A heady blend of fantasy, suspense thriller and science fiction, A Wrinkle in Time is deliciously fast-paced and brimming with rich wordplay. The children travel to the planet Camazotz, a sinister place where everyone must conform. Here they join a cosmic battle to defeat the Black Thing, an evil force spreading its shadows over Earth, and the all-consuming power of IT. When Charles Wallace falls under IT’s hypnotic control, Meg must search inside her own heart for the means to save him, remembering her father’s wise words, ‘Don’t be afraid to be afraid.’

Like so many other books now considered classics, A Wrinkle in Time was rejected by dozens of publishers. In her introduction to this Folio edition, which is accompanied by colourful paintings by Sam Richwood, Meg Rosoff suggests that this could only be because Madeleine L’Engle’s masterpiece was ‘too odd, too unruly, too difficult to pigeonhole, too full of ideas, too scratchy, too ahead of its time.
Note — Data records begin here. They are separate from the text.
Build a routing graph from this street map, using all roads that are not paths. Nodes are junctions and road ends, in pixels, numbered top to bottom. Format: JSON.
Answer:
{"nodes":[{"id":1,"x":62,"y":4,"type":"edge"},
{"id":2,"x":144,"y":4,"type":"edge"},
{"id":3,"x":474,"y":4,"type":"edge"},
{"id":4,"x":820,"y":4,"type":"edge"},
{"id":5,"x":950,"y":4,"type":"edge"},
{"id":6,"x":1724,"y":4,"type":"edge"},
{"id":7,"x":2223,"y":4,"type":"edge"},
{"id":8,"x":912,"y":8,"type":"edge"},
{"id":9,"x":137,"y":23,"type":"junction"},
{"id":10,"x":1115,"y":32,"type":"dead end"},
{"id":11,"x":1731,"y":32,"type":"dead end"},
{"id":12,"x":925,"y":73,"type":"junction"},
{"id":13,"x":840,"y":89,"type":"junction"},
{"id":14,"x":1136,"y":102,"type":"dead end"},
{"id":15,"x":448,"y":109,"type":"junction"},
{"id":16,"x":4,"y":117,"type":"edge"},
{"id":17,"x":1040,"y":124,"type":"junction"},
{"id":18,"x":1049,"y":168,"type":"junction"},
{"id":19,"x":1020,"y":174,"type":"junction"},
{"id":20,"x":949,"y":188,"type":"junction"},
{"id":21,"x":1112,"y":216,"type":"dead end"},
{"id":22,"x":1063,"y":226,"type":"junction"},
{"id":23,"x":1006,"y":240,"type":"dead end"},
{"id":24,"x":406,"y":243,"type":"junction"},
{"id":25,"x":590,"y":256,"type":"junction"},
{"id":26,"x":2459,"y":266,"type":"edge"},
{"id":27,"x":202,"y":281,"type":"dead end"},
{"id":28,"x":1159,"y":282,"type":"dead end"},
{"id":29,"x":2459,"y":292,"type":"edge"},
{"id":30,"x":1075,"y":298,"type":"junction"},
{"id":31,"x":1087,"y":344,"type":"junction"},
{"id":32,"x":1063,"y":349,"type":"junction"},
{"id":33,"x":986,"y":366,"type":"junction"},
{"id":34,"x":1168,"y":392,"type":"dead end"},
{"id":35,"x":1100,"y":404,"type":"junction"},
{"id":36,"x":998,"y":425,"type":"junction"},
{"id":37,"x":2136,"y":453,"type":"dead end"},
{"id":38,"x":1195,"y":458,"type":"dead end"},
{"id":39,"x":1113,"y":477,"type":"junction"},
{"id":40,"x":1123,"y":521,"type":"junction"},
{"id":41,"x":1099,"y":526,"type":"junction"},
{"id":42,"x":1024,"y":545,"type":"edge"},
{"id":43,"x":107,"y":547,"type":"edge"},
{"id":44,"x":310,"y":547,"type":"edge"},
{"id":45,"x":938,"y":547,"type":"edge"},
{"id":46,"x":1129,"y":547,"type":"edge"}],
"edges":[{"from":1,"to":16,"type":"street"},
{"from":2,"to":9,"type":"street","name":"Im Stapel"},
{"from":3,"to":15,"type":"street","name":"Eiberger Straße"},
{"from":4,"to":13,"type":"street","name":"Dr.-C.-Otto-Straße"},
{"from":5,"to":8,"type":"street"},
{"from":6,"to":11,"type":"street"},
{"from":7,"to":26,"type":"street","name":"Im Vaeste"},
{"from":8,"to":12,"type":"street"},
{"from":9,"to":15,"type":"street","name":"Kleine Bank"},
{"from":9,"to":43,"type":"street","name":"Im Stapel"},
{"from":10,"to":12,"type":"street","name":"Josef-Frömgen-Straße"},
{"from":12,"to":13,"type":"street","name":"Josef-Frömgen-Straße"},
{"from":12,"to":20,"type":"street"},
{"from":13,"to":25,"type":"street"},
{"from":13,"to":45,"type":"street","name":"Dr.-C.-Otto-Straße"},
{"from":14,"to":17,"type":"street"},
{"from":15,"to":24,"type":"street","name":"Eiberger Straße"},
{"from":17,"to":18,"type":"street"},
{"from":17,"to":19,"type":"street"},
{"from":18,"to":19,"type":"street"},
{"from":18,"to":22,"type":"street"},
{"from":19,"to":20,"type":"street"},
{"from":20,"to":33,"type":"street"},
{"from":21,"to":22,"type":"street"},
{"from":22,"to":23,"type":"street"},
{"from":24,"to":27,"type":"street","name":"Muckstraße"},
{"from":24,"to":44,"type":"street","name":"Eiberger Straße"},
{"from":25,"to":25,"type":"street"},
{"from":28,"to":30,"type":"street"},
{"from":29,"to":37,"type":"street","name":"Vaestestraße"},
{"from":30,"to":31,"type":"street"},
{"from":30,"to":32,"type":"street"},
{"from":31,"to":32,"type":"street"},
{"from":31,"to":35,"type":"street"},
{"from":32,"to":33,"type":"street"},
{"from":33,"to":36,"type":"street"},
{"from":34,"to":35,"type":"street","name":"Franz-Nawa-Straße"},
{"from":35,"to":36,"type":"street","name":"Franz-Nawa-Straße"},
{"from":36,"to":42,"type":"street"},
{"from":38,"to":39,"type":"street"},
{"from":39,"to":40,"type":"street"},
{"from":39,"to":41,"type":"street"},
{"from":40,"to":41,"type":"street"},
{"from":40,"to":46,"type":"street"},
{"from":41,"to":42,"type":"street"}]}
Too different. In short, too good.’ Finally published in 1962, it won America’s most important prize for children’s books, the Newbery Medal, and has since sold millions of copies.

The characters face psychological battles, fall in love and grapple with Euclidean geometry. They learn that individuality is worth standing up for, as L’Engle well knew, despite her book’s numerous rejections: ‘You have to write the book that wants to be written. And if the book will be too difficult for grown-ups, then you write it for children.’